> [Description of the task]: Which lines of the data include the string "roads"? List them all.

[Dataset entries]
________________
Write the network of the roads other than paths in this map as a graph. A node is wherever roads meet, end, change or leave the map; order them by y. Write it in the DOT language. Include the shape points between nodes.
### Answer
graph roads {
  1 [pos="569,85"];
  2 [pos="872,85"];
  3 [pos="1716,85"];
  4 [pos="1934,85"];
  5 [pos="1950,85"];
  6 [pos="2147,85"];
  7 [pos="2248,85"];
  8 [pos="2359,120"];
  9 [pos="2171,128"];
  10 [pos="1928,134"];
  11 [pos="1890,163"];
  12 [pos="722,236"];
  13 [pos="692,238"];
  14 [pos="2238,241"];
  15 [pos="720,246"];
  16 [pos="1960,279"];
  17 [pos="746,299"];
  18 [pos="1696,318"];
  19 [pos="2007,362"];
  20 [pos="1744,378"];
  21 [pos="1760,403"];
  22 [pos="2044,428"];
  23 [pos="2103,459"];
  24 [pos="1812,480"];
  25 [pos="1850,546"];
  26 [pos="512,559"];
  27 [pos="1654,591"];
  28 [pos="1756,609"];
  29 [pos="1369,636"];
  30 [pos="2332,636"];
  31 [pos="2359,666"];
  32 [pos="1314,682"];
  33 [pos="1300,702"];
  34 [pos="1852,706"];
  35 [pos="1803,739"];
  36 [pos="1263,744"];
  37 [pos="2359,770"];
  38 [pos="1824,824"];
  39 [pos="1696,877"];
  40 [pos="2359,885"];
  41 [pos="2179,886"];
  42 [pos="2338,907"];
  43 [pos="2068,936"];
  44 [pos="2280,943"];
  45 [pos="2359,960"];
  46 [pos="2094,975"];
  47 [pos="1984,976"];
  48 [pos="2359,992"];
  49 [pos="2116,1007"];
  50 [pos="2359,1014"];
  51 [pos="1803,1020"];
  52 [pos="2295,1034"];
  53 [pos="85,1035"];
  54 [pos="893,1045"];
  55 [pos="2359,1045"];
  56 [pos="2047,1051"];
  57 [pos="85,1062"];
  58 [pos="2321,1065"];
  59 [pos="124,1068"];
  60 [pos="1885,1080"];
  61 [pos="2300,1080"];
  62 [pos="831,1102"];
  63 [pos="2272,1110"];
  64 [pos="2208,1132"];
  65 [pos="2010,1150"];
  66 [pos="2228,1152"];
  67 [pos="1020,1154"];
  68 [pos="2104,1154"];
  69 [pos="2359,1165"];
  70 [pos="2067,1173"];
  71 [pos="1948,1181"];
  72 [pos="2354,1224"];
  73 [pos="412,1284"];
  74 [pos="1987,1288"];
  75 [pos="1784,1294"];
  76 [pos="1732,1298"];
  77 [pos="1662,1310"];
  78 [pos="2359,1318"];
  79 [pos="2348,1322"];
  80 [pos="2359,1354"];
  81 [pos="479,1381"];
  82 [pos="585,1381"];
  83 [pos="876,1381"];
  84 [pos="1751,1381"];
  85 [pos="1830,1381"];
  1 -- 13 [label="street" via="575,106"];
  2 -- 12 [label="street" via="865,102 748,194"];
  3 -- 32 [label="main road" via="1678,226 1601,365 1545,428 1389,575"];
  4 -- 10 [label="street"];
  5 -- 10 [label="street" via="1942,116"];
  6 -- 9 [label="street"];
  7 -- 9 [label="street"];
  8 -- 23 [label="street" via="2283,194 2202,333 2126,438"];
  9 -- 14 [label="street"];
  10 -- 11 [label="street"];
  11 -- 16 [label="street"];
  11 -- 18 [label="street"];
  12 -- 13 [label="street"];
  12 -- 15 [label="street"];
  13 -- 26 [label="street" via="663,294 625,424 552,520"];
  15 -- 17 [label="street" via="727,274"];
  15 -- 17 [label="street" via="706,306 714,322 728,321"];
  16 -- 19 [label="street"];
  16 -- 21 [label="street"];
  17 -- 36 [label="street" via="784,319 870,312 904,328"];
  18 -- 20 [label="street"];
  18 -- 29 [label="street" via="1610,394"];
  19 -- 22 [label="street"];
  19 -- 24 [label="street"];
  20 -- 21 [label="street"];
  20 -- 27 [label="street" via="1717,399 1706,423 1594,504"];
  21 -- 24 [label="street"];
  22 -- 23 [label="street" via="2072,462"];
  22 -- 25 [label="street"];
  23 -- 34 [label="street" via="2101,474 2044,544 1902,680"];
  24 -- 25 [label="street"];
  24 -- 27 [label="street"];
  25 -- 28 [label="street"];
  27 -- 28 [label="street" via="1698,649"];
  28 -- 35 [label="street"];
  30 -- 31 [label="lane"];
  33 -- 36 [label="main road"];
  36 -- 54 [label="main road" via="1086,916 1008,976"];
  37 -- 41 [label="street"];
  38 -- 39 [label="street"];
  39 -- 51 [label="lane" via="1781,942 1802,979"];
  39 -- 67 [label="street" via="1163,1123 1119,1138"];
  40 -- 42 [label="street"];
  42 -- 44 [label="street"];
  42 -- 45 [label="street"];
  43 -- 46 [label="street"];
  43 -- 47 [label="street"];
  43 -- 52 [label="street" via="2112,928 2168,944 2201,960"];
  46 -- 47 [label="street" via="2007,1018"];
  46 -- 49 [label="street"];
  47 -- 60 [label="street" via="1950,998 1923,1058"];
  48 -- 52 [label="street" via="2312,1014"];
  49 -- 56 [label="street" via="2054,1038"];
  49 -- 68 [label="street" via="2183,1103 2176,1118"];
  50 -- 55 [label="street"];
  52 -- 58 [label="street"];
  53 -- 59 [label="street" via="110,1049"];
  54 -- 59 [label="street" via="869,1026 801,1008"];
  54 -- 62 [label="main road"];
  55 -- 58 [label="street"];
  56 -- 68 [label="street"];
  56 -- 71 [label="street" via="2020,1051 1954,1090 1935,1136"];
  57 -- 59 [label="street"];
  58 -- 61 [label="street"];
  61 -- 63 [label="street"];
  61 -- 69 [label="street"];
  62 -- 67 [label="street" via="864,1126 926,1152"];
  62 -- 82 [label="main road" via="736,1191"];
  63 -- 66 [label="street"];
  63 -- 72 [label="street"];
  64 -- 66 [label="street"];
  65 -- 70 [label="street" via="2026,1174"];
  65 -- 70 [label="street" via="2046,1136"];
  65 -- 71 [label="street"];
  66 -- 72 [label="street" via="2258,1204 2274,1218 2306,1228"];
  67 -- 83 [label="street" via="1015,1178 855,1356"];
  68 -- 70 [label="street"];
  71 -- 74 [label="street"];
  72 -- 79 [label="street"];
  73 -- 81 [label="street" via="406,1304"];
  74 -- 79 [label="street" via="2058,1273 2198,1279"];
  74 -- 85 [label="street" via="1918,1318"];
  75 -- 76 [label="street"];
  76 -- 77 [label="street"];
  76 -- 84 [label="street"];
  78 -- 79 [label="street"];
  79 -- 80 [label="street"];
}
________________
> [Expected answer]:
Write the network of the roads other than paths in this map as a graph. A node is wherever roads meet, end, change or leave the map; order them by y. Write it in the DOT language. Include the shape points between nodes.
graph roads {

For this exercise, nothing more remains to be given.